Black pepper tofu with charred Brussels sprouts and green tea soba noodles

Cook time: 35 minutes

couple, family

Ingredients

Ingredient
Couple
Family
Tofu
Couple
1 pack
Family
2 packs
Ginger*
Couple
All/Half
Family
All/Half
Garlic
Couple
4 cloves
Family
6 cloves
Red onion
Couple
1/2
Family
1
Brussels sprouts
Couple
1 bag
Family
1 bag
Spring onions
Couple
1 small bunch
Family
1 bunch
Cornflour^
Couple
4 Tbsp
Family
6 Tbsp
Soba noodles**
Couple
1 pack
Family
1 pack
Triple soy mix
Couple
1 pottle
Family
1 pottle
Black pepper mix
Couple
1 packet
Family
1 packet

In European cooking we generally use black pepper as a finishing spice, whereas in this Chinese-inspired dish it’s the star!
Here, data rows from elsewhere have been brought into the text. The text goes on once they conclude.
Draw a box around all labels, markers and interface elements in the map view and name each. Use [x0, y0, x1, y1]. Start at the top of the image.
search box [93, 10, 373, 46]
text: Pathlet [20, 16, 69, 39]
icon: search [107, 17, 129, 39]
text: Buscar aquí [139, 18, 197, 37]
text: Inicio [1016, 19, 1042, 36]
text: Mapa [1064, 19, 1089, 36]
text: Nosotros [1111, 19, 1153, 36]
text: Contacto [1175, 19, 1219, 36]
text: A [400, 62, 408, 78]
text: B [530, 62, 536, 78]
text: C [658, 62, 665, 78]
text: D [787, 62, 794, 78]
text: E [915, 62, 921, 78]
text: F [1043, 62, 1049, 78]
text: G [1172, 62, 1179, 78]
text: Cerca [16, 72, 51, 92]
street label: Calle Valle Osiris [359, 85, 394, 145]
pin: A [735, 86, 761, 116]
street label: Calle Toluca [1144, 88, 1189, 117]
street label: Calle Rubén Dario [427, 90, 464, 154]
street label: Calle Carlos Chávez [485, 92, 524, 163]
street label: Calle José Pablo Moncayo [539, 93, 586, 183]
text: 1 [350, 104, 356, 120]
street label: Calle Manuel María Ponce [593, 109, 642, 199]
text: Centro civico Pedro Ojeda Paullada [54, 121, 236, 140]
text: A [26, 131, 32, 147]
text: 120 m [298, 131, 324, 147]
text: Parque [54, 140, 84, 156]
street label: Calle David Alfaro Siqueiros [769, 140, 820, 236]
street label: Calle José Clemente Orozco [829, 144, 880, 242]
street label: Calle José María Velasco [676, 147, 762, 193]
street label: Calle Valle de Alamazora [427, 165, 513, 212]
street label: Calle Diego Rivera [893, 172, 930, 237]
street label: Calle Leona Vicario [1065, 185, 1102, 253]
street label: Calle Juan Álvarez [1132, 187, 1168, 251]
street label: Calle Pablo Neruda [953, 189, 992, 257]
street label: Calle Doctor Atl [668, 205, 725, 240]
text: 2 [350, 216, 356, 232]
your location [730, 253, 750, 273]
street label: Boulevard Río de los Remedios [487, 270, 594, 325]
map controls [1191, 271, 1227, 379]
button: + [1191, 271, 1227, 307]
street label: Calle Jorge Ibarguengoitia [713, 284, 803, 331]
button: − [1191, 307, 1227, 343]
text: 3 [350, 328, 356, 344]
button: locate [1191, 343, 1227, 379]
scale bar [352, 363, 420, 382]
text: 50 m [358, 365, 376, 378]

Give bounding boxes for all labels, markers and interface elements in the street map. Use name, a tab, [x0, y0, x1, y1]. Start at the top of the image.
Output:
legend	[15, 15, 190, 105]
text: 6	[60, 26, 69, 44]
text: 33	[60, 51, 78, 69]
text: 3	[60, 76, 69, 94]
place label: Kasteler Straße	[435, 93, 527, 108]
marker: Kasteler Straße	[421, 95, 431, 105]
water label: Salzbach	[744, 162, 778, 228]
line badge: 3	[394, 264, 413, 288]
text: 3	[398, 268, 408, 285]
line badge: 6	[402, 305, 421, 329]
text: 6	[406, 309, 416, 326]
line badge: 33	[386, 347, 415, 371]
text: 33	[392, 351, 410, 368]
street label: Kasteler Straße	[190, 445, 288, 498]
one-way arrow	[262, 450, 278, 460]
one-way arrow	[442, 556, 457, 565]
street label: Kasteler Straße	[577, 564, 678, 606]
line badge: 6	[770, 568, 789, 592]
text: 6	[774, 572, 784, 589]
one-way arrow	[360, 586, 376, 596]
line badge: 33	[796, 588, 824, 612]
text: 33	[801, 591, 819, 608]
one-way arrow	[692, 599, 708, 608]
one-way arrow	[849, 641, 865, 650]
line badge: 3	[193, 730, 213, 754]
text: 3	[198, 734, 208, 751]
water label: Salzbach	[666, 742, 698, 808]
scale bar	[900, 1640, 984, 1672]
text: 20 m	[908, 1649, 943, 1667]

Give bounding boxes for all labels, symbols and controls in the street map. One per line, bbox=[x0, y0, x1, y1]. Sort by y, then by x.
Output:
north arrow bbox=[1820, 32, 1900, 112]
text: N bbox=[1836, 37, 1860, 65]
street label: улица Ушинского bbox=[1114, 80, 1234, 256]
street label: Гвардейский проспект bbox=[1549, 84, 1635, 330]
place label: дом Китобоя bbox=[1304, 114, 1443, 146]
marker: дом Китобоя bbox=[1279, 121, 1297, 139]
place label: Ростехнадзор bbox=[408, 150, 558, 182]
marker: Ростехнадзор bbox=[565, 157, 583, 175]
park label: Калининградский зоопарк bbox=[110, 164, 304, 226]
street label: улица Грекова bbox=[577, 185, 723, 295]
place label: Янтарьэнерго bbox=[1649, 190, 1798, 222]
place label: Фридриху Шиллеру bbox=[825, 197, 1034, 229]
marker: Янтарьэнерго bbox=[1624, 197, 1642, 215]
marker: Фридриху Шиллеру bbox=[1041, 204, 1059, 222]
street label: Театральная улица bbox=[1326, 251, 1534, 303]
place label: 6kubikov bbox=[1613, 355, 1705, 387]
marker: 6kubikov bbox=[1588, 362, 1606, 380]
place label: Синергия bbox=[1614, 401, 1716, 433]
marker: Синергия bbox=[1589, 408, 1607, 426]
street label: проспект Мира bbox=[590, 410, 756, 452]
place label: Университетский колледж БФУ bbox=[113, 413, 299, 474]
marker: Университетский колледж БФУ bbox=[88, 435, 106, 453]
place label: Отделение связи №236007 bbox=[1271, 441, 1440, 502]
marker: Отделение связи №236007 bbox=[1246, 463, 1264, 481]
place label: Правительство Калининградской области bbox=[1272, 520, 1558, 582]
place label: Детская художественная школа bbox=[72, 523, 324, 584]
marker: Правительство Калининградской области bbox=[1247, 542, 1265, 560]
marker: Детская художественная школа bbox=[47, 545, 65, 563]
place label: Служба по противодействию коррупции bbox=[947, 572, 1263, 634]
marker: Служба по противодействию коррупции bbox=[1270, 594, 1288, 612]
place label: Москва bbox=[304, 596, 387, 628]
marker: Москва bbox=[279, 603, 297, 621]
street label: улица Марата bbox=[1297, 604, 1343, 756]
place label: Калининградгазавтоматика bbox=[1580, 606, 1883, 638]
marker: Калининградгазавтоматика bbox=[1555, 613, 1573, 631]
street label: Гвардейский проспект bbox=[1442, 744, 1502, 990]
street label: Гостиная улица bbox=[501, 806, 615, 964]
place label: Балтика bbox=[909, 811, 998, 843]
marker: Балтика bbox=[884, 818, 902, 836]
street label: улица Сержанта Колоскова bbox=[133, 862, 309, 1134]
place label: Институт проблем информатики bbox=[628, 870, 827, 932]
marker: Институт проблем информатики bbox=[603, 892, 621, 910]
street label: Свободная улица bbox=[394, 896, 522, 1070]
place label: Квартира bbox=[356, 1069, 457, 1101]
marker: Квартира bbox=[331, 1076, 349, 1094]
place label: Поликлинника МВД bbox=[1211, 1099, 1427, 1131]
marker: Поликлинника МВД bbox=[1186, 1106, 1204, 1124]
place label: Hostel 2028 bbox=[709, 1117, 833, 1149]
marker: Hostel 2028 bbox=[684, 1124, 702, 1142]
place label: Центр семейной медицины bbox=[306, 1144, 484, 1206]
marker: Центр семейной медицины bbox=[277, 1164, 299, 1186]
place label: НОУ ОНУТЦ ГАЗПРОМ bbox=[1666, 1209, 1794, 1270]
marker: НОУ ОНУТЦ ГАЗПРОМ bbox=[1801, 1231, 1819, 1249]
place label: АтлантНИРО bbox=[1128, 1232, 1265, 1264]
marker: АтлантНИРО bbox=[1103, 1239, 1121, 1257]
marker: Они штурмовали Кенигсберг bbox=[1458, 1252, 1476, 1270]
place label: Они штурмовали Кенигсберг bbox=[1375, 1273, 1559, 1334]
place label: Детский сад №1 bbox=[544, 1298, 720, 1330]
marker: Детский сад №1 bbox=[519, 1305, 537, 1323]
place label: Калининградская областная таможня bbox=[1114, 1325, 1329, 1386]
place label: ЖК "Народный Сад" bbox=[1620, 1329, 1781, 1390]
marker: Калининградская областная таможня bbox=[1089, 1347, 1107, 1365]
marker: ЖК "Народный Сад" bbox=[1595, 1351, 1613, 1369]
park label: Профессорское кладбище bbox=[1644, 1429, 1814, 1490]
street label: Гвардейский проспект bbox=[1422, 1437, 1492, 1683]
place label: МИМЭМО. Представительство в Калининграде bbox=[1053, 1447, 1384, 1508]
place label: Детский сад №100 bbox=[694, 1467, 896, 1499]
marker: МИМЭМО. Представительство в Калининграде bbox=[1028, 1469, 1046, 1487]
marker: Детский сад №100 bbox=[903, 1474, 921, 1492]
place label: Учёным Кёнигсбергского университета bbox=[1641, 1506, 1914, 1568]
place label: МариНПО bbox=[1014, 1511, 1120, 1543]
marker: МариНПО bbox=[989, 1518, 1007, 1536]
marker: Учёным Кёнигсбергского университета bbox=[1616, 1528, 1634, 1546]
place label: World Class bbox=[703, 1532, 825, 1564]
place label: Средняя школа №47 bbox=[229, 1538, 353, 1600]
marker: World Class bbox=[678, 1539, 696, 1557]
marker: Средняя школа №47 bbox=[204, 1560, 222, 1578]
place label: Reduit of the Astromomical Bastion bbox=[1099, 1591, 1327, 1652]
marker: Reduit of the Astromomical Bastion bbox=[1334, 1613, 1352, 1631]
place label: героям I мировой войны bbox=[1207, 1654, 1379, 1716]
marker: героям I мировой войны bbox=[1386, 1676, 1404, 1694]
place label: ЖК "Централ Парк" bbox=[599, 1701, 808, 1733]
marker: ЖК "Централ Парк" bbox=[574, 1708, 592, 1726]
Add half the black pepper seasoning, then the remainder to taste.

If you’re not a fan of frying the tofu, dice and toss with a little of the triple soy, then roast in a hot oven.

^denotes a staple item, not provided by Green Dinner Table.

*If you’re on the 5-night plan, ginger is a shared ingredient use half for this dish.

**If you’re on the gluten-free plan, you have rice noodles instead of soba noodles. Soak in boiling water for 10 minutes, until soft. Add the noodles to the pot after cooking the ginger and garlic.

Instructions

1

Remove the tofu from the packet and discard the liquid.

Place the tofu between 2 plates with a few layers of paper towel or a tea towel,  then add about 2 kilograms of weight.

Allow to sit for at least 10 minutes.

2

Thinly slice the red onion.

Finely mince the ginger and garlic.

Cut the Brussels sprouts into quarters, discard any outer loose outer leaves.

Thinly slice the white part of the spring onions. Slice the green part into 2 cm batons.

3

Bring a large pot of salted water to the boil.

Cut the tofu into 2 to 3 cm cubes, toss in cornflour.

Heat a drizzle of oil in a pan over a medium heat. Fry until golden on each side (approximately 4 minutes in total).

Remove the tofu from the pan and set aside on paper towels. Wipe out the pan to remove the oil and return to the heat.

4

Cook the brussels for a minute until they start to brown (a little black is good), then flip.

Add the red onion and the white part of the spring onions, then cook for a minute before adding the ginger and garlic. Fry on medium heat for 2 minutes, adding a few splashes of water, until the Brussels are fully cooked.

5

While you are cooking the Brussels, cook the noodles.

Add the noodles to the pot of boiling salted water and cook for 10 minutes. Strain and toss with a little oil to prevent sticking.

6

Add the triple soy mix and black pepper mix to the Brussels.

Add the tofu to the pan, then reduce the heat to low and toss together until heated through.

7

Serve black pepper tofu over soba noodles, topped with the remaining spring onions sprinkled over.